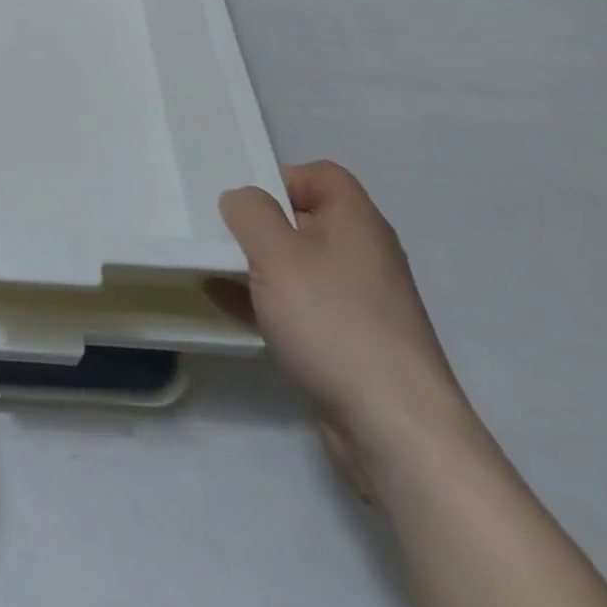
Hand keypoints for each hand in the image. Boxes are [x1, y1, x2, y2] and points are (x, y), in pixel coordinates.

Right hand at [207, 160, 470, 499]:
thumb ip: (249, 212)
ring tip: (212, 265)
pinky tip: (223, 303)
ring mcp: (359, 303)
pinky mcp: (348, 344)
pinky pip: (299, 307)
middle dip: (260, 224)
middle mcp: (363, 255)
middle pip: (306, 220)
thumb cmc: (333, 322)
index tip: (244, 201)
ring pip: (299, 266)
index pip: (320, 175)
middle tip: (219, 232)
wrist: (394, 430)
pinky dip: (263, 301)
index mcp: (356, 222)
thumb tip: (241, 199)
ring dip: (257, 264)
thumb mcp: (276, 253)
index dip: (282, 178)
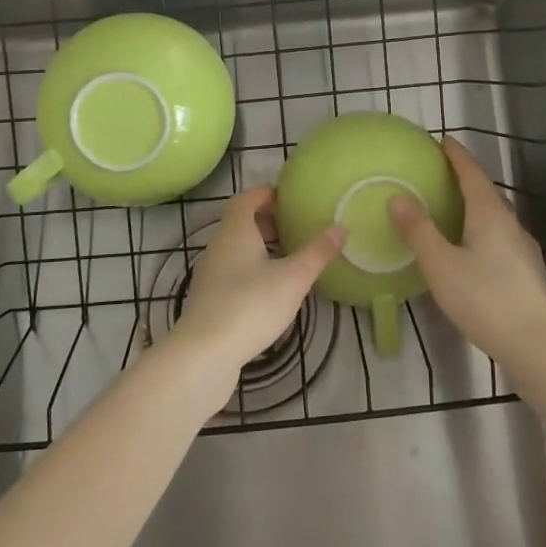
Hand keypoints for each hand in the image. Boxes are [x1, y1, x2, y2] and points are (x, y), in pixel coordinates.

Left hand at [173, 186, 343, 384]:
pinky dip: (254, 270)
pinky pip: (234, 272)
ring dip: (262, 248)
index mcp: (235, 230)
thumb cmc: (250, 305)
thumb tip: (340, 227)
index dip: (267, 193)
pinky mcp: (210, 299)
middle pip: (242, 222)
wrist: (205, 354)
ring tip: (291, 258)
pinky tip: (273, 289)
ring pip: (238, 249)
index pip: (247, 198)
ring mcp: (211, 274)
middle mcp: (218, 246)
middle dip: (269, 221)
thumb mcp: (292, 278)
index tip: (290, 197)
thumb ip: (317, 252)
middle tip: (297, 228)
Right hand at [388, 138, 545, 370]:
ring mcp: (523, 249)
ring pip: (495, 217)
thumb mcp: (441, 265)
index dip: (457, 156)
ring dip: (474, 206)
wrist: (537, 345)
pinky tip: (471, 250)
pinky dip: (481, 231)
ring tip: (452, 210)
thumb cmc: (485, 299)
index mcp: (489, 214)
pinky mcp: (527, 272)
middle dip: (465, 179)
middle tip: (441, 174)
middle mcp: (511, 224)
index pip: (472, 173)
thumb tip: (397, 196)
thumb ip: (419, 231)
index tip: (443, 141)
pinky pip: (500, 238)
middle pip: (486, 192)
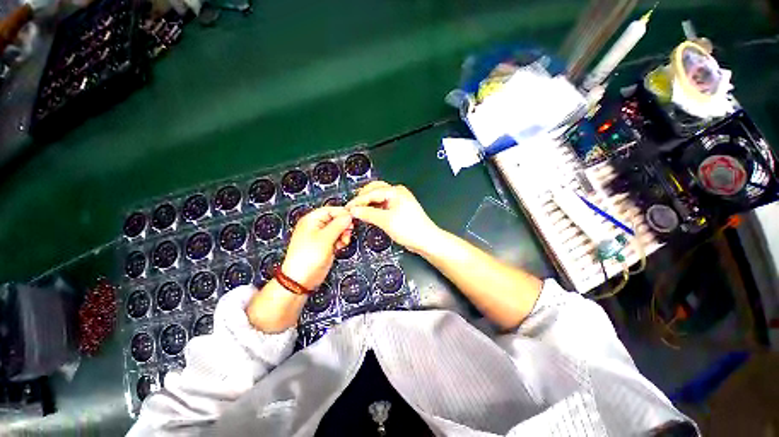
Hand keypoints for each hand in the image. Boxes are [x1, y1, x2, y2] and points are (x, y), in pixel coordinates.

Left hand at [281, 207, 352, 289]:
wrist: (301, 279)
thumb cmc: (307, 257)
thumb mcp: (325, 238)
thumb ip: (338, 225)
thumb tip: (348, 215)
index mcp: (311, 220)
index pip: (330, 210)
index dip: (342, 213)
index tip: (352, 219)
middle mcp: (316, 226)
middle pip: (335, 219)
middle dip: (344, 225)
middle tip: (348, 231)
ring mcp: (321, 236)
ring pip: (338, 229)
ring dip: (343, 234)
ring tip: (343, 241)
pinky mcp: (325, 245)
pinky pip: (337, 238)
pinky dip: (341, 241)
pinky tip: (340, 246)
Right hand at [346, 181, 439, 253]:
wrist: (426, 240)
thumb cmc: (411, 229)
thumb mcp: (386, 221)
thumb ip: (368, 214)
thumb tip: (354, 210)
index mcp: (395, 191)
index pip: (371, 193)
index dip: (357, 201)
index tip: (347, 208)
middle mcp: (397, 193)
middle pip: (374, 191)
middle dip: (362, 199)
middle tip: (351, 209)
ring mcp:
######
→ **Problem**
An exact copy is needed of only the lines from the top of the material through the line with "thumb cmc: (333, 322)"; no pictures belong in it.

→ **Expected output**
Hand keypoints for each hand in the image. Boxes are [x1, y1, x2, y2] and points are (x, y), in pixel coordinates.

Right hand at [207, 160, 470, 499]:
thumb ip: (249, 212)
ring tip: (212, 265)
pinky tip: (223, 303)
ring mcp: (359, 303)
pinky mcp: (348, 344)
pinky pip: (299, 307)
middle dip: (260, 224)
middle mcp: (363, 255)
middle pip: (306, 220)
thumb cmc: (333, 322)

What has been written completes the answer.